Joseph Simonson of the Washington Free Beacon offers evidence that the New York Times editorial board has no clue about business transactions.
The New York Times, which has argued in recent years that corporate stock buybacks should be illegal, announced last week that it will purchase $250 million of its own shares, the latest instance of the Gray Lady’s left-wing editorial board positions being at odds with its business decisions.
The Times stock repurchasing program—which is when a corporation buys shares of its own stock in order to lower the supply of available stock and boost the price—is being financed in part with higher-than-expected profits and an 11 percent increase in revenue from 2021, according to the Gray Lady’s Feb. 8 announcement. Following the buyback announcement, the company’s stock spiked by 12 percent.

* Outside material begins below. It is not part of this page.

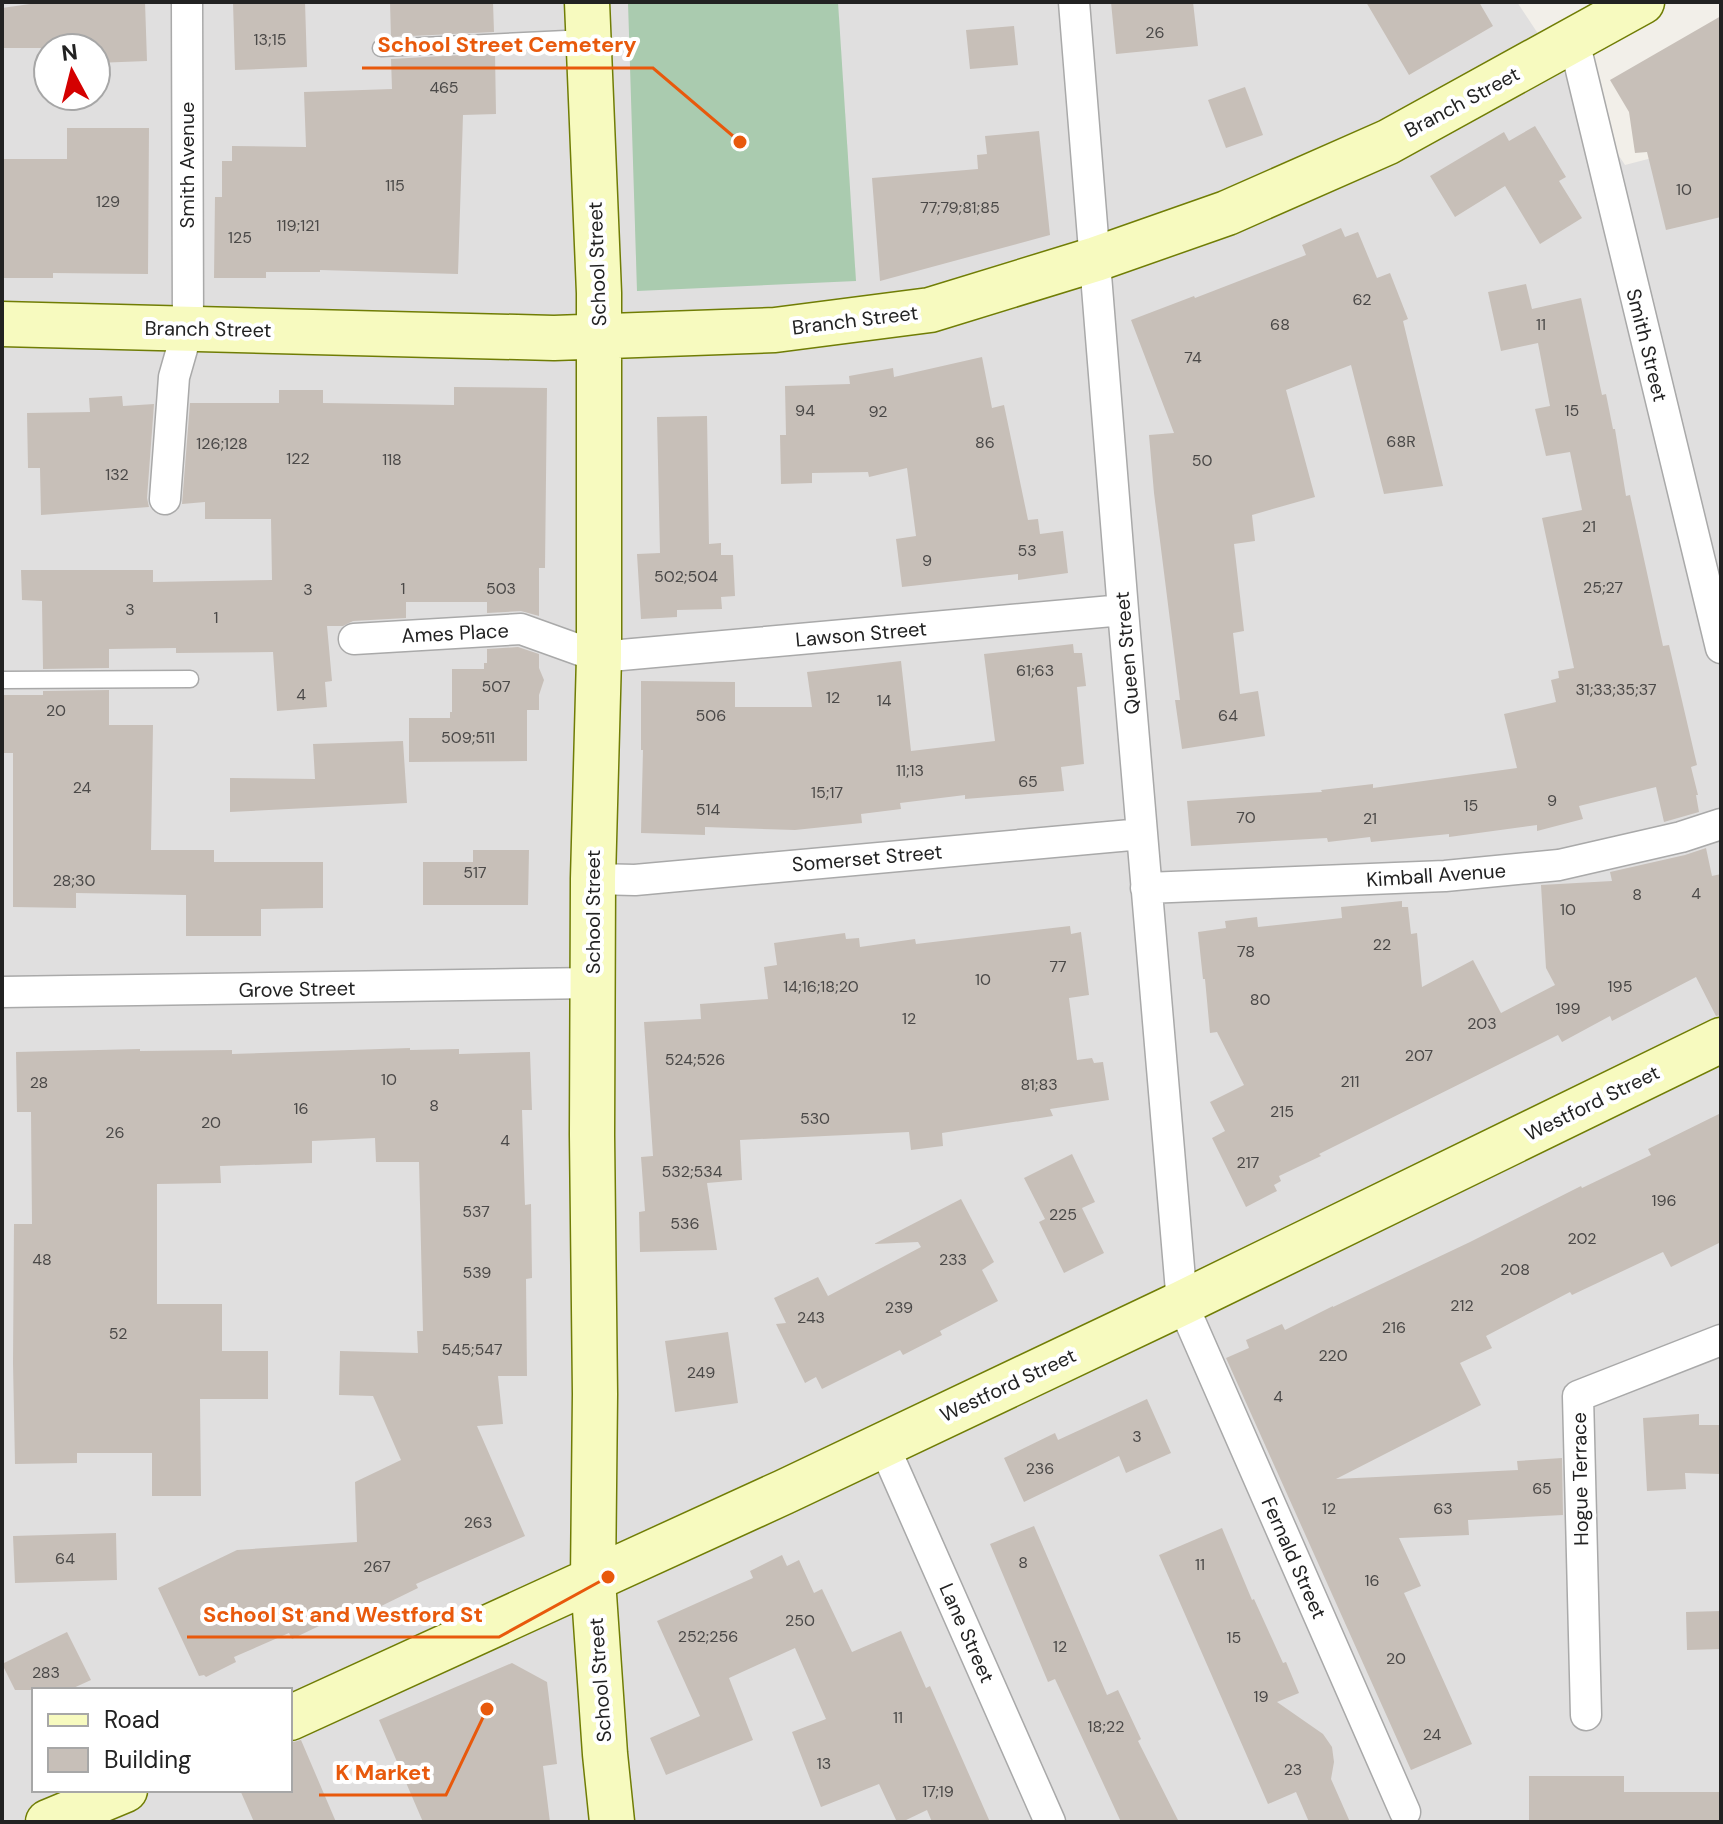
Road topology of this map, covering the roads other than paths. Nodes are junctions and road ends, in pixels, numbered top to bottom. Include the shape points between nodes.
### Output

But stock repurchasing programs are part of the reason “American workers have suffered a devastating loss of economic power, manifest in their wages, benefits, and working conditions,” according to a June 2020 Times editorial. Stopping this trend, the paper wrote, necessitates “reversing the legalization of share buybacks.” Critics like the Times editorial board say stock buybacks, which were legalized in 1982, come at the expense of companies investing in workers.
The announcement of the stock buyback could be another point of controversy at a workplace already rife with internal conflict. The Times union and management are currently engaged in tense contract negotiations, which last December prompted the first strike at the paper in more than 40 years. Staff at the paper blasted their employer for a “wage proposal [that] still fails to meet the economic moment, lagging far behind both inflation and the average rate of wage gains in the U.S.”
Profits at the Times have soared nearly 50 percent since 2016, from $240.9 million to nearly $350 million in 2022. Those figures, the union argues, should warrant significant wage hikes.